Expect the patient to experience very mild uterine cramping and minimal vaginal bleeding. Patients become very drowsy from the anesthesia; ensure that a call light is within easy reach and side rails are up for safety. Assist the patient to the bathroom; syncope is possible because of anesthesia and blood loss. Continue to support the patient emotionally. Patients should be offered the opportunity to see the products of conception.

Evidence-Based Practice and Health Policy

Smart, C.J., & Smith, B.L. (2013). A transdisciplinary team approach to perinatal loss. American Journal of Maternal Child Nursing, 38(2), 110–114.

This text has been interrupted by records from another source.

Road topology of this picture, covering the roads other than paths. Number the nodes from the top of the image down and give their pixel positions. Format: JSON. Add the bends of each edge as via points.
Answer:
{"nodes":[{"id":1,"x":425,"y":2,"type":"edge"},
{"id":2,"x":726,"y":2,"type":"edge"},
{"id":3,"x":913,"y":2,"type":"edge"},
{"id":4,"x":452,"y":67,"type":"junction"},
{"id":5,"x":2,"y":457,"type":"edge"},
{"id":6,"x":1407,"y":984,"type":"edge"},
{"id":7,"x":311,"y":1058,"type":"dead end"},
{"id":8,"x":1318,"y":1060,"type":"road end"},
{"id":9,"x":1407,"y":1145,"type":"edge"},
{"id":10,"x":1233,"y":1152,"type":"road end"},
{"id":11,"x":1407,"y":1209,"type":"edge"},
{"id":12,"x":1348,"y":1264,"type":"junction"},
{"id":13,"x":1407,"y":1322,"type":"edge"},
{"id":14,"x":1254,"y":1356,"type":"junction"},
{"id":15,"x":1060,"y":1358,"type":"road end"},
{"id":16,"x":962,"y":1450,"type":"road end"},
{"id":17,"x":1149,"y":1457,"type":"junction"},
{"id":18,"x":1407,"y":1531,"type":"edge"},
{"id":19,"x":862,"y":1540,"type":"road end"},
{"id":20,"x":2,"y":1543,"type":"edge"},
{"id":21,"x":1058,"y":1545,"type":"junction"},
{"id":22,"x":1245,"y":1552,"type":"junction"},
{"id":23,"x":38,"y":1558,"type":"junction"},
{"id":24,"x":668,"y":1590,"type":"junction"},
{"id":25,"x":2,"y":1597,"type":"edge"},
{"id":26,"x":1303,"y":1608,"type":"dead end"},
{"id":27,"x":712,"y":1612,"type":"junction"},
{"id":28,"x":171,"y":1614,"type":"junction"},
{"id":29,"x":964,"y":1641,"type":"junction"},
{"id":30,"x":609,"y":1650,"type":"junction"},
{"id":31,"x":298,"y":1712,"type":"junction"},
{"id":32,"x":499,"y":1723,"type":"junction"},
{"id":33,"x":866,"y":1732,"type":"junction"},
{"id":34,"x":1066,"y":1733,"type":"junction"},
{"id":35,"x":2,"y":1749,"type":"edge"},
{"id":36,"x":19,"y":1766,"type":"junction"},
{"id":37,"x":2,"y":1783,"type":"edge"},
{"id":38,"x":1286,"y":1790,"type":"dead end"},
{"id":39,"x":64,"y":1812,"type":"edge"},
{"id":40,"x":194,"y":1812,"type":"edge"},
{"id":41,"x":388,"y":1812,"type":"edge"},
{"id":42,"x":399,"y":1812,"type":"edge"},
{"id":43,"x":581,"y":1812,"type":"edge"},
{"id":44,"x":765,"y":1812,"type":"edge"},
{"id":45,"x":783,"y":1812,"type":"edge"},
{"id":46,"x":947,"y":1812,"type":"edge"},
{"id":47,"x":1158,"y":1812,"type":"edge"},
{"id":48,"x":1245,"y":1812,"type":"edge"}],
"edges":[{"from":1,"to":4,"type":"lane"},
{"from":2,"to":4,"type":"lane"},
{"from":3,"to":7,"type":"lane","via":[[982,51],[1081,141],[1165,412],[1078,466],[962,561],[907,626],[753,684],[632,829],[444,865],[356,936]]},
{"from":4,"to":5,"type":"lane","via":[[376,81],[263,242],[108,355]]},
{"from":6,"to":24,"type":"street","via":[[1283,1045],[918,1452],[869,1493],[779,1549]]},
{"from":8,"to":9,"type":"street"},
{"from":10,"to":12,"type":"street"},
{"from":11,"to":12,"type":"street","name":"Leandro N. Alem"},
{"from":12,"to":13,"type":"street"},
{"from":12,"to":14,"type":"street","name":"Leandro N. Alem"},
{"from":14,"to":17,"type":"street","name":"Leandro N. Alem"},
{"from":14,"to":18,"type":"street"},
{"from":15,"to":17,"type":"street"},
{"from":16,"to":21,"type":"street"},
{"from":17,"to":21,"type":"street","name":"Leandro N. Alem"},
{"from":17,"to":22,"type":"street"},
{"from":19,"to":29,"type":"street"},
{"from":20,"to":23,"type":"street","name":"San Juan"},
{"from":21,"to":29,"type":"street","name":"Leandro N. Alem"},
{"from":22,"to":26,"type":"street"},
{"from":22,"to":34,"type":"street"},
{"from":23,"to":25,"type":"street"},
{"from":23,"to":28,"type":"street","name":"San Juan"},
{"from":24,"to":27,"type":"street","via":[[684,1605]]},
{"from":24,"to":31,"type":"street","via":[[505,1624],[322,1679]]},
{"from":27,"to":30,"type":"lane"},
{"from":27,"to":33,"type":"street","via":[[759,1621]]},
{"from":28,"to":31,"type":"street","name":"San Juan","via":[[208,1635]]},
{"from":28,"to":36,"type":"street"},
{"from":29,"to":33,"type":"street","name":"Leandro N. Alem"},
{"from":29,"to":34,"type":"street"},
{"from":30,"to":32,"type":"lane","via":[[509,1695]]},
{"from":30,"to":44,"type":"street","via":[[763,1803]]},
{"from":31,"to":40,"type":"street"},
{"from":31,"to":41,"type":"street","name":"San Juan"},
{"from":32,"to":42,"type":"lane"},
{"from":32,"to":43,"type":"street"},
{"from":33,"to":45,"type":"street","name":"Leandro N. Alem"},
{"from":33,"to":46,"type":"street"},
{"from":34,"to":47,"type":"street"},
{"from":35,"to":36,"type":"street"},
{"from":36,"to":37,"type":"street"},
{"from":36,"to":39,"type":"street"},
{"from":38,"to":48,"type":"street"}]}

  • A team approach, which includes nurses, physicians, social workers, and chaplains, is encouraged to promote comprehensive patient-centered care and enhanced education and support of families experiencing spontaneous abortion and perinatal loss.
  • Assessment of both the families and their care providers is necessary to explore what the pregnancy and subsequent loss means for the family and how to best support care providers as they provide support to grieving families.
  • Suggestions for targeted care delivery models should include multiple processes that address automatic chaplain referrals from all points of entry into the hospital, policies to ensure respectful handling of the remains, flow sheets specific to caring for families experiencing fetal demise, consent forms that provide comprehensive options regarding burial and cremation and allow informed decision-making, ongoing opportunities for perinatal grief support, and care providers who are trained in loss and grief.

Documentation guidelines

  • Amount and characteristics of blood loss, passage of fetal tissue, severity and location of pain, vital signs
  • Signs of hypovolemic shock (pallor; cold, clammy skin; change in level of consciousness)
  • Patient’s (and father’s) emotional response to losing the pregnancy

Discharge and home healthcare guidelines

prevention.
Use extreme caution not to make the patient feel guilty about the cause of the SAB; however, it is important that she be made aware of factors that might contribute to the occurrence of an SAB (such as cigarette smoking, alcohol and drug usage, exposure to x-rays or environmental teratogens). Preconceptual care should be encouraged should the patient decide to become pregnant again.

complications.
Teach the patient to notify the physician of an increase in bleeding, return of painful uterine cramping, malodorous vaginal discharge, temperature greater than 100.4°F, or persistent feelings of depression.

home care.
Teach the patient to avoid strenuous activities for a few days. Encourage the patient to use peripads instead of tampons for light vaginal discharge to decrease the likelihood of an infection. Explain that the patient should avoid intercourse for at least 1 week and then use some method of birth control until a future pregnancy can be discussed with the physician. Follow-up is suggested. A phone call to the patient on her due date will demonstrate support and provide an outlet for her to express her grief. Provide contact information for a support group. Explain that help is available because women who experience spontaneous abortions are at high risk for depression.